___ Available records

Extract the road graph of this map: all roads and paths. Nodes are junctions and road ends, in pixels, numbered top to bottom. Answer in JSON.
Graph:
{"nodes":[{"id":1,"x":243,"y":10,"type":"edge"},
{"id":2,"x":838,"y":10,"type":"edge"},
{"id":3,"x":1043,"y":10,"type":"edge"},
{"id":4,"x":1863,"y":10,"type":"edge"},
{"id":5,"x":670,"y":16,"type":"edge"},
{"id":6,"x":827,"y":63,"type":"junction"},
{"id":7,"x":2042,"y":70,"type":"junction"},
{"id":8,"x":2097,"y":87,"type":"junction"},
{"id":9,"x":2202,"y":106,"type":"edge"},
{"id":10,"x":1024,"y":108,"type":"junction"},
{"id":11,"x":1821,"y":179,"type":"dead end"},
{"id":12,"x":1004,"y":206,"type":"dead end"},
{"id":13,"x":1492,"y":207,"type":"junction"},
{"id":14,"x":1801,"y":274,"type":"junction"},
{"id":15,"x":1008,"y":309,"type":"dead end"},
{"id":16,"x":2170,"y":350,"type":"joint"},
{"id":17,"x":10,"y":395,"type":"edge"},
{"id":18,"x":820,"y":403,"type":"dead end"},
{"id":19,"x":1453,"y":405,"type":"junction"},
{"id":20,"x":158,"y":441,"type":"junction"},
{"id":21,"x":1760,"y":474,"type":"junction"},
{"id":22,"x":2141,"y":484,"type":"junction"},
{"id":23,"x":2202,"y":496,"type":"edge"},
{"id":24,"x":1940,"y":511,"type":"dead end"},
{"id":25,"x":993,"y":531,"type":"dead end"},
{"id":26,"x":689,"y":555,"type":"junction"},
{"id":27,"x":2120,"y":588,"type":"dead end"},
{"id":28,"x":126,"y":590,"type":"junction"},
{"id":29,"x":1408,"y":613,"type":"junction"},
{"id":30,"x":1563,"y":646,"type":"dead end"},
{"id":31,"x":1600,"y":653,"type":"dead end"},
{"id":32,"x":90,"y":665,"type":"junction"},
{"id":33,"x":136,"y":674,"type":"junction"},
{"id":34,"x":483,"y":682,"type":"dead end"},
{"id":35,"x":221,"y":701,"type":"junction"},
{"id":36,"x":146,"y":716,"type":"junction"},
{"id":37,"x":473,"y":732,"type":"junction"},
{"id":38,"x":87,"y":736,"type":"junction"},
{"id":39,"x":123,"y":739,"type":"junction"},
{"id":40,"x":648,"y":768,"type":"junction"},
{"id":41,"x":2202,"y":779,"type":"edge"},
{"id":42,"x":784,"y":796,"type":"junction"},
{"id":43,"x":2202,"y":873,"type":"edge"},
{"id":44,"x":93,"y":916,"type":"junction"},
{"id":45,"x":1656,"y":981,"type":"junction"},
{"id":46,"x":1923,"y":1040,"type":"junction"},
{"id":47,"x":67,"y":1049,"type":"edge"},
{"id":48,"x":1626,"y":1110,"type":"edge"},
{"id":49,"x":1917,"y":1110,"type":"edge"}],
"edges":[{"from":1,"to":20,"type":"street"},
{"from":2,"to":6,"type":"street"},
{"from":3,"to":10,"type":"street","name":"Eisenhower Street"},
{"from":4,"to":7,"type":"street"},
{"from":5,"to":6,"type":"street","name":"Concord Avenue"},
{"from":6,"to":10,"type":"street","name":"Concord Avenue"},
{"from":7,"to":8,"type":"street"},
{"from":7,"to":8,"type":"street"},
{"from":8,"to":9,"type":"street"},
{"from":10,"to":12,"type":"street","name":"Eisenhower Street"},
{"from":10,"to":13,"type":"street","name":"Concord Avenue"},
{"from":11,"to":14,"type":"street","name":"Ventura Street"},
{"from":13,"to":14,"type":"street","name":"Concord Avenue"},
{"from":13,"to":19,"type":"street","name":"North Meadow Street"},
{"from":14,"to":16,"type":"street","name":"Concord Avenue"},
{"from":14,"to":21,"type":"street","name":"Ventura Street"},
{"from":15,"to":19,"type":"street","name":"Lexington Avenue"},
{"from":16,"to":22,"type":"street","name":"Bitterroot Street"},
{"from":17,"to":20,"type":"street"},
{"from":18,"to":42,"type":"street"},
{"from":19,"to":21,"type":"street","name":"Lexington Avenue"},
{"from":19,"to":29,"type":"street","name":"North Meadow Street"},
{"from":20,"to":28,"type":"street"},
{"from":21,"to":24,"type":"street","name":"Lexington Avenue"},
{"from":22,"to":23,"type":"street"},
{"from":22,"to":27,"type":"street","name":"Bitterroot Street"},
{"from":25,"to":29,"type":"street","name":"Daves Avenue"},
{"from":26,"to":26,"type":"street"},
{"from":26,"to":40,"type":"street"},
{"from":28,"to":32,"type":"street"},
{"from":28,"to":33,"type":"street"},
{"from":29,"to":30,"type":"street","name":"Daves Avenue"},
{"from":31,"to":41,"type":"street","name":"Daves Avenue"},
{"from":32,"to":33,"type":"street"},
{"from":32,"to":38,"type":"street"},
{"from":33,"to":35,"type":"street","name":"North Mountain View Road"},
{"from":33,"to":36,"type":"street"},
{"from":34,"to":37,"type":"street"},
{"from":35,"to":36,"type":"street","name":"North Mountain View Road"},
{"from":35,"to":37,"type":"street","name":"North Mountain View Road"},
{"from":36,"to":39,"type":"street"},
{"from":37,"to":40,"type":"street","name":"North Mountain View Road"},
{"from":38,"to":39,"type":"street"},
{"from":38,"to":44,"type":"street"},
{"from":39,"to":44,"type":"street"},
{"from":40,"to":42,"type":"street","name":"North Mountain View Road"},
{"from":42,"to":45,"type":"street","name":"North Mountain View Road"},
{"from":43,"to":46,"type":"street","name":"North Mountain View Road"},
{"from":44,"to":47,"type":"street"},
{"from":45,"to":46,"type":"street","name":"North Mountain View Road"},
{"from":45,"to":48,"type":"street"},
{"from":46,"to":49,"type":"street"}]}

______

Your task is to repeat the data exactly; please include every line.

▶ _Exercise result_:
Extract the road graph of this map: all roads and paths. Nodes are junctions and road ends, in pixels, numbered top to bottom. Answer in JSON.
Graph:
{"nodes":[{"id":1,"x":243,"y":10,"type":"edge"},
{"id":2,"x":838,"y":10,"type":"edge"},
{"id":3,"x":1043,"y":10,"type":"edge"},
{"id":4,"x":1863,"y":10,"type":"edge"},
{"id":5,"x":670,"y":16,"type":"edge"},
{"id":6,"x":827,"y":63,"type":"junction"},
{"id":7,"x":2042,"y":70,"type":"junction"},
{"id":8,"x":2097,"y":87,"type":"junction"},
{"id":9,"x":2202,"y":106,"type":"edge"},
{"id":10,"x":1024,"y":108,"type":"junction"},
{"id":11,"x":1821,"y":179,"type":"dead end"},
{"id":12,"x":1004,"y":206,"type":"dead end"},
{"id":13,"x":1492,"y":207,"type":"junction"},
{"id":14,"x":1801,"y":274,"type":"junction"},
{"id":15,"x":1008,"y":309,"type":"dead end"},
{"id":16,"x":2170,"y":350,"type":"joint"},
{"id":17,"x":10,"y":395,"type":"edge"},
{"id":18,"x":820,"y":403,"type":"dead end"},
{"id":19,"x":1453,"y":405,"type":"junction"},
{"id":20,"x":158,"y":441,"type":"junction"},
{"id":21,"x":1760,"y":474,"type":"junction"},
{"id":22,"x":2141,"y":484,"type":"junction"},
{"id":23,"x":2202,"y":496,"type":"edge"},
{"id":24,"x":1940,"y":511,"type":"dead end"},
{"id":25,"x":993,"y":531,"type":"dead end"},
{"id":26,"x":689,"y":555,"type":"junction"},
{"id":27,"x":2120,"y":588,"type":"dead end"},
{"id":28,"x":126,"y":590,"type":"junction"},
{"id":29,"x":1408,"y":613,"type":"junction"},
{"id":30,"x":1563,"y":646,"type":"dead end"},
{"id":31,"x":1600,"y":653,"type":"dead end"},
{"id":32,"x":90,"y":665,"type":"junction"},
{"id":33,"x":136,"y":674,"type":"junction"},
{"id":34,"x":483,"y":682,"type":"dead end"},
{"id":35,"x":221,"y":701,"type":"junction"},
{"id":36,"x":146,"y":716,"type":"junction"},
{"id":37,"x":473,"y":732,"type":"junction"},
{"id":38,"x":87,"y":736,"type":"junction"},
{"id":39,"x":123,"y":739,"type":"junction"},
{"id":40,"x":648,"y":768,"type":"junction"},
{"id":41,"x":2202,"y":779,"type":"edge"},
{"id":42,"x":784,"y":796,"type":"junction"},
{"id":43,"x":2202,"y":873,"type":"edge"},
{"id":44,"x":93,"y":916,"type":"junction"},
{"id":45,"x":1656,"y":981,"type":"junction"},
{"id":46,"x":1923,"y":1040,"type":"junction"},
{"id":47,"x":67,"y":1049,"type":"edge"},
{"id":48,"x":1626,"y":1110,"type":"edge"},
{"id":49,"x":1917,"y":1110,"type":"edge"}],
"edges":[{"from":1,"to":20,"type":"street"},
{"from":2,"to":6,"type":"street"},
{"from":3,"to":10,"type":"street","name":"Eisenhower Street"},
{"from":4,"to":7,"type":"street"},
{"from":5,"to":6,"type":"street","name":"Concord Avenue"},
{"from":6,"to":10,"type":"street","name":"Concord Avenue"},
{"from":7,"to":8,"type":"street"},
{"from":7,"to":8,"type":"street"},
{"from":8,"to":9,"type":"street"},
{"from":10,"to":12,"type":"street","name":"Eisenhower Street"},
{"from":10,"to":13,"type":"street","name":"Concord Avenue"},
{"from":11,"to":14,"type":"street","name":"Ventura Street"},
{"from":13,"to":14,"type":"street","name":"Concord Avenue"},
{"from":13,"to":19,"type":"street","name":"North Meadow Street"},
{"from":14,"to":16,"type":"street","name":"Concord Avenue"},
{"from":14,"to":21,"type":"street","name":"Ventura Street"},
{"from":15,"to":19,"type":"street","name":"Lexington Avenue"},
{"from":16,"to":22,"type":"street","name":"Bitterroot Street"},
{"from":17,"to":20,"type":"street"},
{"from":18,"to":42,"type":"street"},
{"from":19,"to":21,"type":"street","name":"Lexington Avenue"},
{"from":19,"to":29,"type":"street","name":"North Meadow Street"},
{"from":20,"to":28,"type":"street"},
{"from":21,"to":24,"type":"street","name":"Lexington Avenue"},
{"from":22,"to":23,"type":"street"},
{"from":22,"to":27,"type":"street","name":"Bitterroot Street"},
{"from":25,"to":29,"type":"street","name":"Daves Avenue"},
{"from":26,"to":26,"type":"street"},
{"from":26,"to":40,"type":"street"},
{"from":28,"to":32,"type":"street"},
{"from":28,"to":33,"type":"street"},
{"from":29,"to":30,"type":"street","name":"Daves Avenue"},
{"from":31,"to":41,"type":"street","name":"Daves Avenue"},
{"from":32,"to":33,"type":"street"},
{"from":32,"to":38,"type":"street"},
{"from":33,"to":35,"type":"street","name":"North Mountain View Road"},
{"from":33,"to":36,"type":"street"},
{"from":34,"to":37,"type":"street"},
{"from":35,"to":36,"type":"street","name":"North Mountain View Road"},
{"from":35,"to":37,"type":"street","name":"North Mountain View Road"},
{"from":36,"to":39,"type":"street"},
{"from":37,"to":40,"type":"street","name":"North Mountain View Road"},
{"from":38,"to":39,"type":"street"},
{"from":38,"to":44,"type":"street"},
{"from":39,"to":44,"type":"street"},
{"from":40,"to":42,"type":"street","name":"North Mountain View Road"},
{"from":42,"to":45,"type":"street","name":"North Mountain View Road"},
{"from":43,"to":46,"type":"street","name":"North Mountain View Road"},
{"from":44,"to":47,"type":"street"},
{"from":45,"to":46,"type":"street","name":"North Mountain View Road"},
{"from":45,"to":48,"type":"street"},
{"from":46,"to":49,"type":"street"}]}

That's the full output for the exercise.